§ **WORK INSTRUCTIONS**:
For this exercise, copy each line of the records that contains the word "network".

§ **Collected data**:
"""
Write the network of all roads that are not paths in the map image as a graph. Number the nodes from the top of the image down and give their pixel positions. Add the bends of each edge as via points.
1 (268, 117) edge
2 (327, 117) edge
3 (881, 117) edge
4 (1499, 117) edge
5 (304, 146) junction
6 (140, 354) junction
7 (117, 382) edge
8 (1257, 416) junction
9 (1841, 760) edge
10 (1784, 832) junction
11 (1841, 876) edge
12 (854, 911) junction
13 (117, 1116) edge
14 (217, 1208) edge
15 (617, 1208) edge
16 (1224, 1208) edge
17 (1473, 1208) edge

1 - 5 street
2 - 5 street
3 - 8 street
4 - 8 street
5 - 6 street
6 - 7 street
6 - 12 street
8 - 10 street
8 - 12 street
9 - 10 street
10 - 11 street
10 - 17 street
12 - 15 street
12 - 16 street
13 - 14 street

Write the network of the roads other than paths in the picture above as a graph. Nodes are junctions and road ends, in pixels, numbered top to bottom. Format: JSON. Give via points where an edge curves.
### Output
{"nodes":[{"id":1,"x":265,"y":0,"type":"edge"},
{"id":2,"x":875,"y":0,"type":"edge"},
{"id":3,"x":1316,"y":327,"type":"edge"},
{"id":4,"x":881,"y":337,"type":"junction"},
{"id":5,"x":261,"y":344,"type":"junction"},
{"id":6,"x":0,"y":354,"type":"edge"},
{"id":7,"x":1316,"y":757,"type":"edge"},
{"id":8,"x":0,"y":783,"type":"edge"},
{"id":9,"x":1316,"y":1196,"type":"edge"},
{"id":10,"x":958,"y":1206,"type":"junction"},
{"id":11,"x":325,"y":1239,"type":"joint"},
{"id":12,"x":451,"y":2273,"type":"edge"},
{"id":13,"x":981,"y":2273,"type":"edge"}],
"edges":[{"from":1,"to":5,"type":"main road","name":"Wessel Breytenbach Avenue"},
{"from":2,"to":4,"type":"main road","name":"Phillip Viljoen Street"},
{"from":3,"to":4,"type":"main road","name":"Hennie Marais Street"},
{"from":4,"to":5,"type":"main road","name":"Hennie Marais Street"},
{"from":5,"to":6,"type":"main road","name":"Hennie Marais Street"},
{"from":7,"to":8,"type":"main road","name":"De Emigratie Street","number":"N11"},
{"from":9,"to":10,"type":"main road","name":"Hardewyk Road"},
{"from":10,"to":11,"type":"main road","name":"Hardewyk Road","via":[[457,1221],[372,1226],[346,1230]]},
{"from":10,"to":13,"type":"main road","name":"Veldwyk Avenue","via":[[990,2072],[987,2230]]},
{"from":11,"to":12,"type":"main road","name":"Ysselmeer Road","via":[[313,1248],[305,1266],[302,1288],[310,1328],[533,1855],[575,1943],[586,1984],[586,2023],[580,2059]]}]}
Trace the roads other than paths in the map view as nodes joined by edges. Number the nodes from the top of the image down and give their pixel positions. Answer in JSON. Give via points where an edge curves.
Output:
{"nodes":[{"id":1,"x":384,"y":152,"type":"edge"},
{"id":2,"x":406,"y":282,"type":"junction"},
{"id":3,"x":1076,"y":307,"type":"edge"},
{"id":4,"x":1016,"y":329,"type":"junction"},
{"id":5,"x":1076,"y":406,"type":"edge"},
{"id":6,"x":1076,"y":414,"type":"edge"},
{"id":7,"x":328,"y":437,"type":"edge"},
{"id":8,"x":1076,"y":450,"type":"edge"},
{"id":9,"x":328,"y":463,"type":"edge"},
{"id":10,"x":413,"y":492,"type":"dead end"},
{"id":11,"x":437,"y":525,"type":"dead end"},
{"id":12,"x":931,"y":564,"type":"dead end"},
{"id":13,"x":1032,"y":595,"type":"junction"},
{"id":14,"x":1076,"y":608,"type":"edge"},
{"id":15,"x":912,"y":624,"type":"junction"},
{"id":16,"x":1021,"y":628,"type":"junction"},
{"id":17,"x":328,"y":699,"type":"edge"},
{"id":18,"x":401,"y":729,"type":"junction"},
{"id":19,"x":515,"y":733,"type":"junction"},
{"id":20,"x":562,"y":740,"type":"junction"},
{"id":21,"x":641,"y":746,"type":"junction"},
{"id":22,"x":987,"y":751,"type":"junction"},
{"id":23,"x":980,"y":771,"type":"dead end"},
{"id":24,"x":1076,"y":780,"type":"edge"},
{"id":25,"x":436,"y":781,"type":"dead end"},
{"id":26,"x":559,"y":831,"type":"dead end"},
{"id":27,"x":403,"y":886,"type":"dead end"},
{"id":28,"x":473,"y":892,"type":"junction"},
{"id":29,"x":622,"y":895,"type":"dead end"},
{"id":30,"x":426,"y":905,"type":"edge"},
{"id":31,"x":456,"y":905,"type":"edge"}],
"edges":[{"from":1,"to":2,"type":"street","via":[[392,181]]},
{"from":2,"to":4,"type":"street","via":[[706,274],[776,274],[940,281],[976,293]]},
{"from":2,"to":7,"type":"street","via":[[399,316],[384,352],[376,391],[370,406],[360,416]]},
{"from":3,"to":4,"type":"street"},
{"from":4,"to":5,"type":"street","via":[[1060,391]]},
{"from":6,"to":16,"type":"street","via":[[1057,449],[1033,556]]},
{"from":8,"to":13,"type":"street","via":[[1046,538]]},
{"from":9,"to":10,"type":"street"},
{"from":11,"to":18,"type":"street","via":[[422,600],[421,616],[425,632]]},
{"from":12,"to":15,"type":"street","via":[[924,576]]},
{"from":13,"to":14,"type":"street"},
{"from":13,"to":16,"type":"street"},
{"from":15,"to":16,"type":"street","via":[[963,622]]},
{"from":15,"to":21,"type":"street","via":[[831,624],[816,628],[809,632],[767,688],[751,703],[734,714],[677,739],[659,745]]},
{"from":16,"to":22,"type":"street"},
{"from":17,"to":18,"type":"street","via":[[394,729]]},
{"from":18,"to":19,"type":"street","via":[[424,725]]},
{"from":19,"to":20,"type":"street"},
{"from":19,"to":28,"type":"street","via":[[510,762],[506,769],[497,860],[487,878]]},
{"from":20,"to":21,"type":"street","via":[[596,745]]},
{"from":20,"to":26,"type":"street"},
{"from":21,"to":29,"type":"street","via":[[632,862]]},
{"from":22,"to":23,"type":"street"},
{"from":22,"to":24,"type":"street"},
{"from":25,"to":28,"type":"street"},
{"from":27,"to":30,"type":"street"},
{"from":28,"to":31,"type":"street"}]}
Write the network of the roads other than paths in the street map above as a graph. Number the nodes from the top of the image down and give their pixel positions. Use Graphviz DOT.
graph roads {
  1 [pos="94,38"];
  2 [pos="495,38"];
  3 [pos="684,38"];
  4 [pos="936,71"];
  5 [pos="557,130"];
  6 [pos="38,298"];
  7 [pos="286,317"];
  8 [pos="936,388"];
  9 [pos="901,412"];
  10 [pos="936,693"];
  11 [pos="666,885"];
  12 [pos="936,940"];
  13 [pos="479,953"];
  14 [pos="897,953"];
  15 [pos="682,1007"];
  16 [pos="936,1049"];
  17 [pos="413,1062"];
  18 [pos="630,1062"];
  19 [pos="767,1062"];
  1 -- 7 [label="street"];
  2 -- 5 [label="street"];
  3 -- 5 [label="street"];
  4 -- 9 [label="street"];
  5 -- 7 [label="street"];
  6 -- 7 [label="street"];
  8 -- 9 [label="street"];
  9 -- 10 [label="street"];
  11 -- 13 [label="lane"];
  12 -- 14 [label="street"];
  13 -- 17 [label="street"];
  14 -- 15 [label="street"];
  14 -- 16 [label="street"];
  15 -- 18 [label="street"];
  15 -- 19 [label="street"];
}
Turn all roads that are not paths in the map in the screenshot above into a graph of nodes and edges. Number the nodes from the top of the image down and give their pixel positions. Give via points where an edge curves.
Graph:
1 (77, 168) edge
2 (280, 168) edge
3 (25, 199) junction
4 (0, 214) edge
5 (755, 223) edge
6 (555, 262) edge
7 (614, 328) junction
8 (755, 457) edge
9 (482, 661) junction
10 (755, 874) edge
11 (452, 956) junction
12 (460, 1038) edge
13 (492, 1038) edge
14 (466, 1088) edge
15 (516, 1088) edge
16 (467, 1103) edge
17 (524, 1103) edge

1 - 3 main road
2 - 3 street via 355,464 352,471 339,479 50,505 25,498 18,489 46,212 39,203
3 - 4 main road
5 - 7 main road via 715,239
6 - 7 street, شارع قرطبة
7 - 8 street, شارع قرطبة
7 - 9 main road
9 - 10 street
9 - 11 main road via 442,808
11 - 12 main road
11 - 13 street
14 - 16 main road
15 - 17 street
"""
§ **SOLUTION TO THE EXERCISE**:
Write the network of all roads that are not paths in the map image as a graph. Number the nodes from the top of the image down and give their pixel positions. Add the bends of each edge as via points.
Write the network of the roads other than paths in the picture above as a graph. Nodes are junctions and road ends, in pixels, numbered top to bottom. Format: JSON. Give via points where an edge curves.
Write the network of the roads other than paths in the street map above as a graph. Number the nodes from the top of the image down and give their pixel positions. Use Graphviz DOT.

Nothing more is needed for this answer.